Desde 1982 o Programa Antártico Brasileiro (PROANTAR) promove, de forma multidisciplinar e interinstitucional, atividades de pesquisas na Antártica. O desenvolvimento de pesquisas naquela região garante ao Brasil a condição de Membro Consultivo do Tratado da Antártica, assegurando assim o direito de participar plena e ativamente das decisões sobre o futuro do continente durante as Reuniões Consultivas do Tratado (ATCM, na sigla em inglês).

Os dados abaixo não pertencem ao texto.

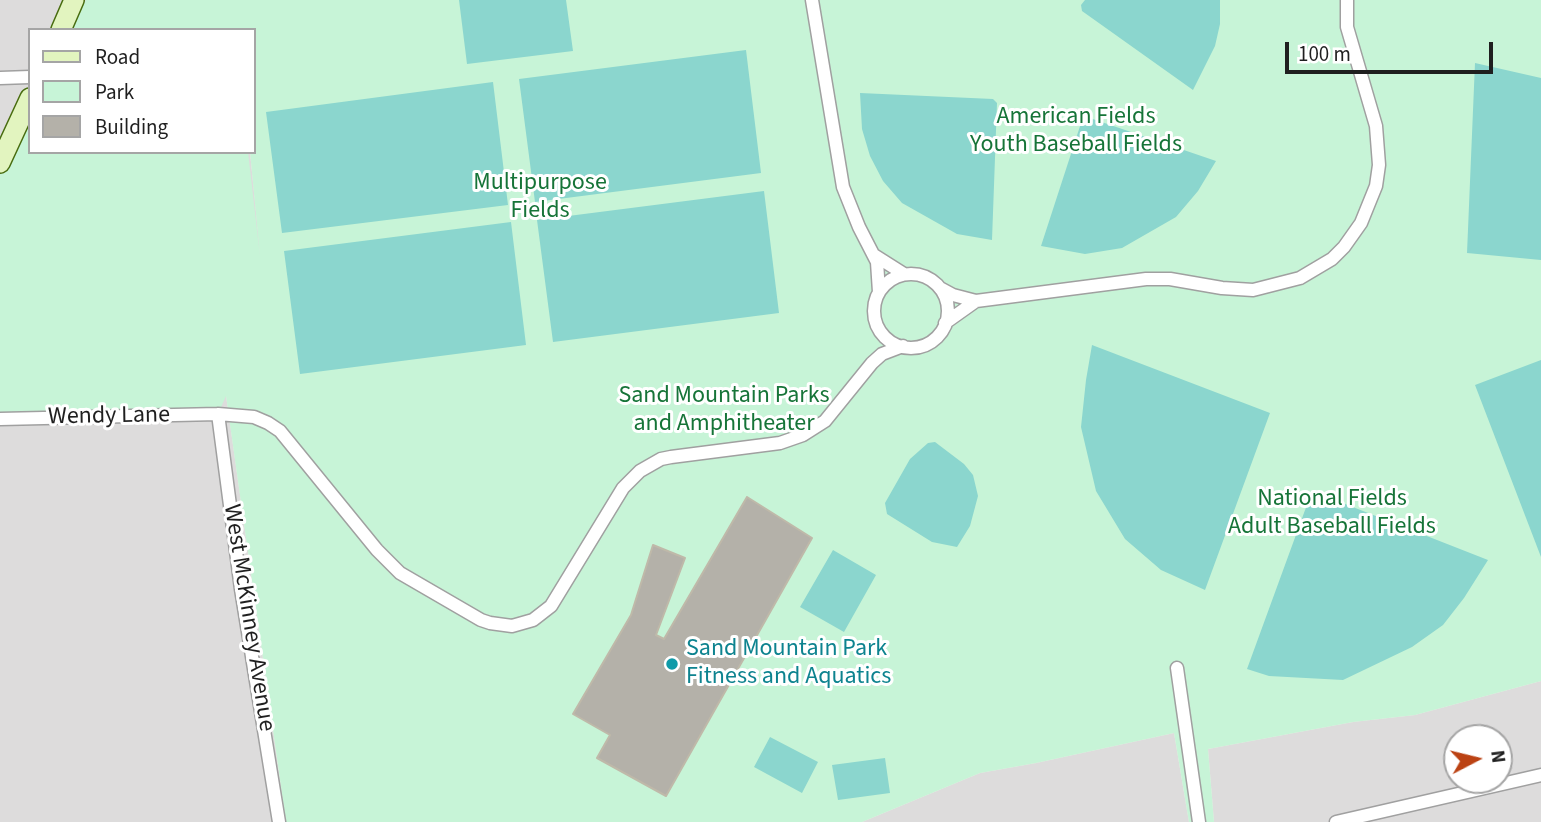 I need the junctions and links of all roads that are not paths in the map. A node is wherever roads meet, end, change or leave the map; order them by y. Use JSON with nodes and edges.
{"nodes":[{"id":1,"x":74,"y":0,"type":"edge"},
{"id":2,"x":813,"y":0,"type":"edge"},
{"id":3,"x":1347,"y":0,"type":"edge"},
{"id":4,"x":62,"y":28,"type":"edge"},
{"id":5,"x":28,"y":77,"type":"edge"},
{"id":6,"x":0,"y":78,"type":"edge"},
{"id":7,"x":28,"y":102,"type":"edge"},
{"id":8,"x":0,"y":163,"type":"edge"},
{"id":9,"x":874,"y":255,"type":"junction"},
{"id":10,"x":905,"y":274,"type":"junction"},
{"id":11,"x":940,"y":288,"type":"junction"},
{"id":12,"x":879,"y":292,"type":"junction"},
{"id":13,"x":976,"y":301,"type":"junction"},
{"id":14,"x":945,"y":323,"type":"junction"},
{"id":15,"x":878,"y":327,"type":"junction"},
{"id":16,"x":903,"y":346,"type":"junction"},
{"id":17,"x":872,"y":363,"type":"junction"},
{"id":18,"x":218,"y":414,"type":"junction"},
{"id":19,"x":0,"y":419,"type":"edge"},
{"id":20,"x":1177,"y":668,"type":"dead end"},
{"id":21,"x":1541,"y":775,"type":"edge"},
{"id":22,"x":279,"y":822,"type":"edge"},
{"id":23,"x":1199,"y":822,"type":"edge"},
{"id":24,"x":1336,"y":822,"type":"edge"}],
"edges":[{"from":1,"to":4,"type":"main road"},
{"from":2,"to":9,"type":"street"},
{"from":3,"to":13,"type":"street"},
{"from":5,"to":6,"type":"street"},
{"from":7,"to":8,"type":"main road"},
{"from":9,"to":10,"type":"street"},
{"from":9,"to":12,"type":"street"},
{"from":10,"to":11,"type":"street"},
{"from":10,"to":12,"type":"street"},
{"from":11,"to":13,"type":"street"},
{"from":11,"to":14,"type":"street"},
{"from":12,"to":15,"type":"street"},
{"from":13,"to":14,"type":"street"},
{"from":14,"to":16,"type":"street"},
{"from":15,"to":16,"type":"street"},
{"from":15,"to":17,"type":"street"},
{"from":16,"to":17,"type":"street"},
{"from":17,"to":18,"type":"street","name":"Wendy Lane"},
{"from":18,"to":19,"type":"street","name":"Wendy Lane"},
{"from":18,"to":22,"type":"street","name":"West McKinney Avenue"},
{"from":20,"to":23,"type":"street"},
{"from":21,"to":24,"type":"street"}]} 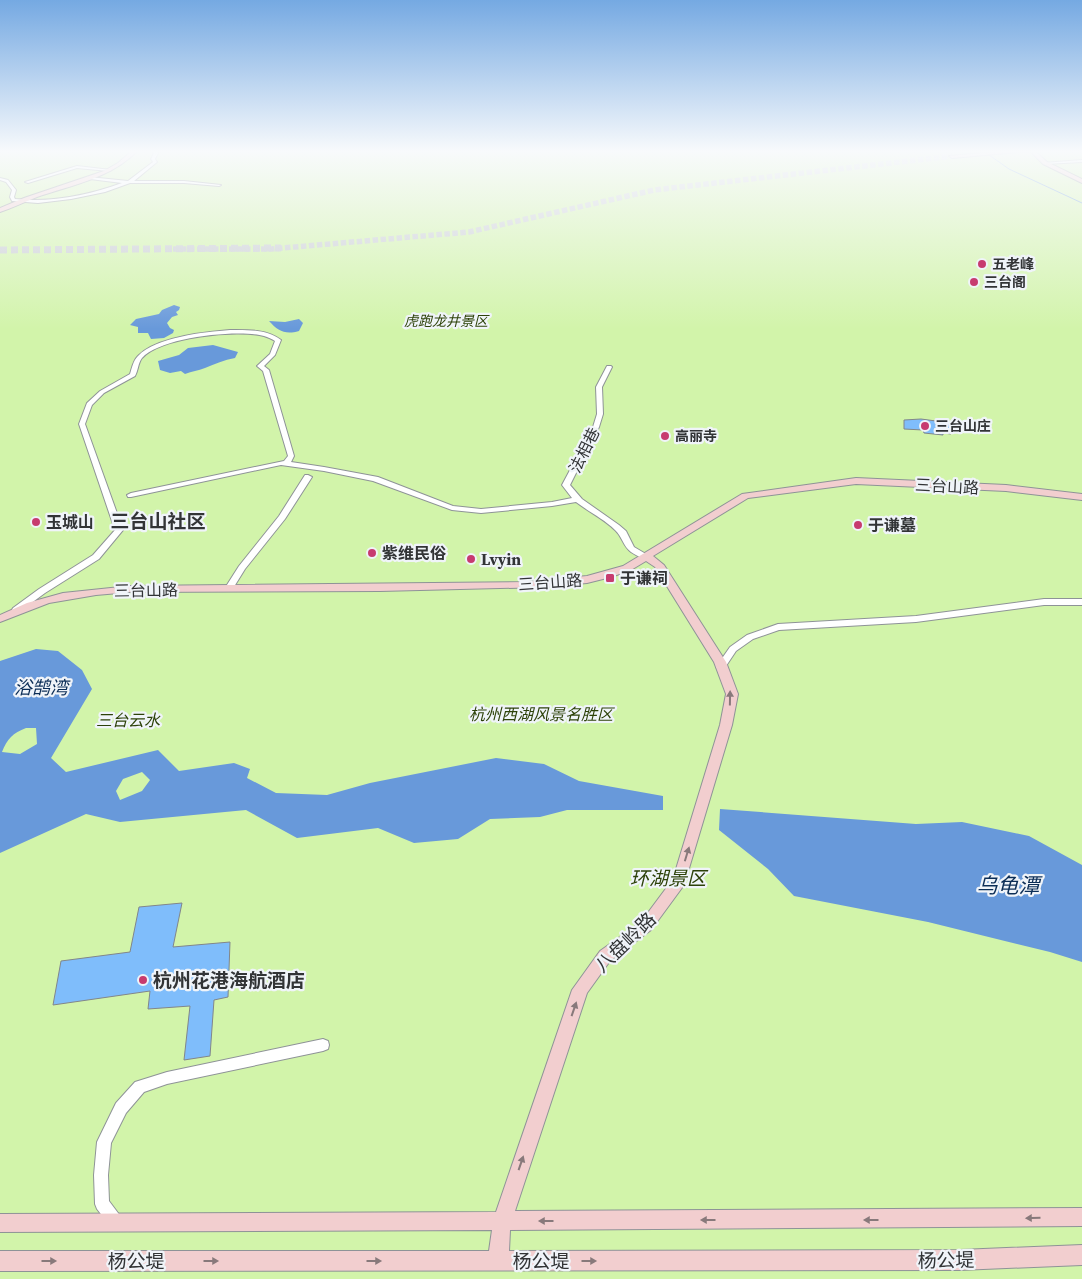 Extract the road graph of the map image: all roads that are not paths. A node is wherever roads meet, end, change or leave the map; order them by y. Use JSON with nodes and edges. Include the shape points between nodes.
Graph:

A aquisição de dados, bem como a coleta e o processamento de amostras, acontecem tanto na Estação Antártica Comandante Ferraz quanto a bordo dos navios NApOc Ary Rongel e NPo Almirante Maximiano, nos refúgios mantidos pelo Brasil na região da Península Antártica, nos módulos Criosfera 1 e Criosfera 2, e nos acampamentos remotos instalados pelo PROANTAR em sítios de difícil acesso. Também são desenvolvidas atividades em bases estrangeiras, através da cooperação entre os diversos programas antárticos nacionais, prevista e amplamente incentivada no âmbito do Sistema do Tratado.
O Conselho Nacional de Desenvolvimento Científico e Tecnológico (CNPq), órgão vinculado ao Ministério da Ciência, Tecnologia e Inovação (MCTI) é o responsável por selecionar, periodicamente, com base nos méritos científicos, os projetos de pesquisa que irão participar das OPERANTAR durante determinado período de tempo.
Dessa forma, em maio de 2023, o CNPq lançou a Chamada Pública nº 08/2023, com o objetivo de apoiar projetos de pesquisa, desenvolvimento e inovação voltados à Antártica, no âmbito do Programa Antártico Brasileiro (PROANTAR). Em consonância com as diretrizes do CONAPA e do SCAR, tal iniciativa está alinhada ao Plano Decenal para a Ciência Antártica (2023–2032), que organiza a pesquisa brasileira nos seguintes eixos estratégicos:
- Gelo e Clima;
- Biodiversidade Antártica;
- Oceano Austral;
- Geologia e Geofísica;
- Alta Atmosfera;
- Ciências Humanas e Sociais; e
- Saúde Polar.
A chamada contemplou seis linhas temáticas que dialogam diretamente com esses eixos, abrangendo desde estudos ambientais e oceanográficos até aspectos sociais, de saúde e de comunicação científica, tendo selecionado 29 projetos de pesquisa, que devem apresentar caráter multidisciplinar, consistência metodológica, relevância estratégica, plano de divulgação científica e planejamento logístico compatível com as Operações Antárticas. Os projetos aprovados poderão ter duração de até 48 meses, contribuindo para o fortalecimento da ciência antártica brasileira e para a manutenção do país como membro consultivo do Tratado da Antártica.